[Data in this exercise]
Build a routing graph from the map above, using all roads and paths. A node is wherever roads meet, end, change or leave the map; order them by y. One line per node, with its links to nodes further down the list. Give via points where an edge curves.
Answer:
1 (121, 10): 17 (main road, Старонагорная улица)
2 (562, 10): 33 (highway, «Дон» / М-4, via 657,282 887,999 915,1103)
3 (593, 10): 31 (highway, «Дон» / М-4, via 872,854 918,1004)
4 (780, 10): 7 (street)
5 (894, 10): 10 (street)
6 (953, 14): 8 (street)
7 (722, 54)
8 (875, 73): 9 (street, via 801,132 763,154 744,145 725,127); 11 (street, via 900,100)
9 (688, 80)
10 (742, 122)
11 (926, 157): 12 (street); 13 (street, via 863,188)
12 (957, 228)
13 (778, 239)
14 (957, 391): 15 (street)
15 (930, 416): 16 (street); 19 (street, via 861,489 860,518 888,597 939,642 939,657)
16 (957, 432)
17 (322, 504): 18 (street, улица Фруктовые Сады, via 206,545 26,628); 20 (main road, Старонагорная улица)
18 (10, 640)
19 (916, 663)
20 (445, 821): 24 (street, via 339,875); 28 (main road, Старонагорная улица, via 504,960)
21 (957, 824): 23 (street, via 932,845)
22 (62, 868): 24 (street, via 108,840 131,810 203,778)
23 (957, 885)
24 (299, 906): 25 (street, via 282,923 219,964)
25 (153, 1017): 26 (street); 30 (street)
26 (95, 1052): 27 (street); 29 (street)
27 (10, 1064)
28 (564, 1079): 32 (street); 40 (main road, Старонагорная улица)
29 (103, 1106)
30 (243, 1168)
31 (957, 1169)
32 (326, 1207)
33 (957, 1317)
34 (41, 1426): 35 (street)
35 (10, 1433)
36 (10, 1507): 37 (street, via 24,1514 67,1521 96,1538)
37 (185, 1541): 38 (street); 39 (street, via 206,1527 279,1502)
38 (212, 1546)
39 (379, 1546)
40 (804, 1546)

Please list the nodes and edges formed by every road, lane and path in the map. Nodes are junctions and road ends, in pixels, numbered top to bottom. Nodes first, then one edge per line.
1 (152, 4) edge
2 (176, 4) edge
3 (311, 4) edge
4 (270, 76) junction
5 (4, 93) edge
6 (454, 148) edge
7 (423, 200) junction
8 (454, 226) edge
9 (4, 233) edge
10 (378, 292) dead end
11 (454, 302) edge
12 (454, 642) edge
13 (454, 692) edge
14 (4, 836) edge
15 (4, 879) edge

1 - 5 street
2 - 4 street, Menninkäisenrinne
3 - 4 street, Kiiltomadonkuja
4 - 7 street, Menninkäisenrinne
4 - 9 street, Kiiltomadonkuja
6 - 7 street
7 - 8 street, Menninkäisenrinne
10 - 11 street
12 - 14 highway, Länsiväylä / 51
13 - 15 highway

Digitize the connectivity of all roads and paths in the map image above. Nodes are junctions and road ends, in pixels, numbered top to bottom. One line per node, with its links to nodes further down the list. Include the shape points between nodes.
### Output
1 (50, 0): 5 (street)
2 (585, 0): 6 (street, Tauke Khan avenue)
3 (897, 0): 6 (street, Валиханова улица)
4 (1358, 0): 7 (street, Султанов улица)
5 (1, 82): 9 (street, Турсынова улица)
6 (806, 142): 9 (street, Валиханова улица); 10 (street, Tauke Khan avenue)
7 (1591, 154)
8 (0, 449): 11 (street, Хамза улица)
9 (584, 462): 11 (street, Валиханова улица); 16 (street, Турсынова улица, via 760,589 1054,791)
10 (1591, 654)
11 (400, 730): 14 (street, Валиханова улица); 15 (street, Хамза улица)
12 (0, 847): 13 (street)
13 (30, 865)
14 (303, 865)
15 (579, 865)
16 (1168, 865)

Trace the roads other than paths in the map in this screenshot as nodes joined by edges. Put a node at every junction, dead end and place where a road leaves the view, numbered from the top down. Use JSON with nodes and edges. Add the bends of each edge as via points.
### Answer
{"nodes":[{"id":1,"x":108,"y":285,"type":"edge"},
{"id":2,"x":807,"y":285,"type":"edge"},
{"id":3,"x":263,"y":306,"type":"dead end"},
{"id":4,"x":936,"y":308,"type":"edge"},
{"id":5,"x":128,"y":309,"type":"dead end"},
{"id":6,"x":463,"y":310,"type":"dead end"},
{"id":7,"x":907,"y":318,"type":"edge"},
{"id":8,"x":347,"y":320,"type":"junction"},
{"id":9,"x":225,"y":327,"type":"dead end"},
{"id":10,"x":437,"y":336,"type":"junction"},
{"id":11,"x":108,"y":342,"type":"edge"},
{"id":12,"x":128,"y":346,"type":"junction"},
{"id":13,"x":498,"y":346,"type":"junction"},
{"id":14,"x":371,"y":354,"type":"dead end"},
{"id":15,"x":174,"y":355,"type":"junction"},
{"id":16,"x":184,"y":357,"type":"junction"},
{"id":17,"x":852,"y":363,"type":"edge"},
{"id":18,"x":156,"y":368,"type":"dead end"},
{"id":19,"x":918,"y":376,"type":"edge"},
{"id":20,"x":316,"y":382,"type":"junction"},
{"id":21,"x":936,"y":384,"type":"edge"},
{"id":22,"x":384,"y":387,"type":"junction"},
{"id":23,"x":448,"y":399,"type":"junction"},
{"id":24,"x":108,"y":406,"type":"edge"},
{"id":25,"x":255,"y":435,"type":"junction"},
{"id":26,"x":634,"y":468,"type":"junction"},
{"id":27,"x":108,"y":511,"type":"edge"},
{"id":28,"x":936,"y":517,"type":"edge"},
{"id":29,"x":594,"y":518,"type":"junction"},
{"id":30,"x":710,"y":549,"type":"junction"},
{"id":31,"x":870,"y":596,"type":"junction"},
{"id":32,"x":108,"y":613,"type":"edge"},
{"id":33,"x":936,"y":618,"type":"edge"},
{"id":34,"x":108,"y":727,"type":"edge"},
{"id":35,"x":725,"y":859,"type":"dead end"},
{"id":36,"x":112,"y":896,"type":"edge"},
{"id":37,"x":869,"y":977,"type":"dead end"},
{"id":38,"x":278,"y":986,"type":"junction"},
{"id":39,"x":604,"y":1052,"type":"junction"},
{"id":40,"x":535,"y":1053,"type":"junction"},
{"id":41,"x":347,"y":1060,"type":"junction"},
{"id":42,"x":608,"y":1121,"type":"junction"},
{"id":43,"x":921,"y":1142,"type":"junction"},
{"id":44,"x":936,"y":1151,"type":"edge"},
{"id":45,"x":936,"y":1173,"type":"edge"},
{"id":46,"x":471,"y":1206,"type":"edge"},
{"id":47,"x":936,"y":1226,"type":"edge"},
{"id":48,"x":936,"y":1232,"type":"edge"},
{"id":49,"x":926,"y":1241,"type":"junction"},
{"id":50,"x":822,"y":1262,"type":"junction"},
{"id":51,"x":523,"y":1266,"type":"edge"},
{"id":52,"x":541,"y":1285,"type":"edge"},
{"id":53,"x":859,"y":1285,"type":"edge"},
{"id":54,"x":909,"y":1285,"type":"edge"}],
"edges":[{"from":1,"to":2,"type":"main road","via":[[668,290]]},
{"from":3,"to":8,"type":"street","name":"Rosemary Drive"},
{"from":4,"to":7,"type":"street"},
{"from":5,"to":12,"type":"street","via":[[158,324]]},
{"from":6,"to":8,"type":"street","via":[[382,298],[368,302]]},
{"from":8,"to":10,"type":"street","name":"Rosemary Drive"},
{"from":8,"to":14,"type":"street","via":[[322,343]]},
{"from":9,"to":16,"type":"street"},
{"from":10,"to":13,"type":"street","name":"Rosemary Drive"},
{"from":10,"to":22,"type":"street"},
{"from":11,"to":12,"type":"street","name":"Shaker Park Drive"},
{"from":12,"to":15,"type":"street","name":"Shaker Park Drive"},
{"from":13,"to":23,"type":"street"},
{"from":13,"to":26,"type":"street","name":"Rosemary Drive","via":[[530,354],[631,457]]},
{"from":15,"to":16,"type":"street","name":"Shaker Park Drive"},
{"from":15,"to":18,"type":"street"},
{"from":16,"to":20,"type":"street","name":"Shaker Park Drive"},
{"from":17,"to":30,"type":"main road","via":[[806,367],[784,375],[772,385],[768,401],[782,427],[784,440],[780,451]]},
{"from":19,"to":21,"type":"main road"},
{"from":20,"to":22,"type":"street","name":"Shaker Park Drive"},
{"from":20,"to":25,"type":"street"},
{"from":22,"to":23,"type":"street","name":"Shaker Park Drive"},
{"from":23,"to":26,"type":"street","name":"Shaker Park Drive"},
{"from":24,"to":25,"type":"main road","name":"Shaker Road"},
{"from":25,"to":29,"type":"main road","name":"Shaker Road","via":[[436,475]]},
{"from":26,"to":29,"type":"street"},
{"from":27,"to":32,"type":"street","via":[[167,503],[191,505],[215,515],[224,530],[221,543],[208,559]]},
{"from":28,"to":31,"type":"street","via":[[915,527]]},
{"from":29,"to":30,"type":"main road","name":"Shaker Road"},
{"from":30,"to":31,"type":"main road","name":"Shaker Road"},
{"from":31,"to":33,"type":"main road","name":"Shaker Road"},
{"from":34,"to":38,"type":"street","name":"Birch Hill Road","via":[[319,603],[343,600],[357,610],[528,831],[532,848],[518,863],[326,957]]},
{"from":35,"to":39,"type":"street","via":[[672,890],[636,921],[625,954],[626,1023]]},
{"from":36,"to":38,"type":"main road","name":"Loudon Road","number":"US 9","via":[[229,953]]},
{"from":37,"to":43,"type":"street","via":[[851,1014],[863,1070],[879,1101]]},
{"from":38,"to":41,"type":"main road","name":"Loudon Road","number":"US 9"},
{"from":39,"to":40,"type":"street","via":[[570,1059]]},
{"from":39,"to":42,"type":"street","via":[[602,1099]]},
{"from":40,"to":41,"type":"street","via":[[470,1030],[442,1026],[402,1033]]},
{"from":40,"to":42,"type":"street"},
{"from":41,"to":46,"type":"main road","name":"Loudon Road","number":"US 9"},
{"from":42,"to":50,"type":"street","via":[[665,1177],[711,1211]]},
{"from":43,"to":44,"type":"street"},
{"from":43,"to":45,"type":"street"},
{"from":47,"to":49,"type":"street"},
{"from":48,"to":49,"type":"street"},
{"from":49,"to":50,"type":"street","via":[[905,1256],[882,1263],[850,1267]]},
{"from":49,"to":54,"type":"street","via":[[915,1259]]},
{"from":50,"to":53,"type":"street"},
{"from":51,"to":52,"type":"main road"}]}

[Instructions for the task] Search the entries for the word "highway", then copy every line in which it is found.

[Expected answer]
2 (562, 10): 33 (highway, «Дон» / М-4, via 657,282 887,999 915,1103)
3 (593, 10): 31 (highway, «Дон» / М-4, via 872,854 918,1004)
12 - 14 highway, Länsiväylä / 51
13 - 15 highway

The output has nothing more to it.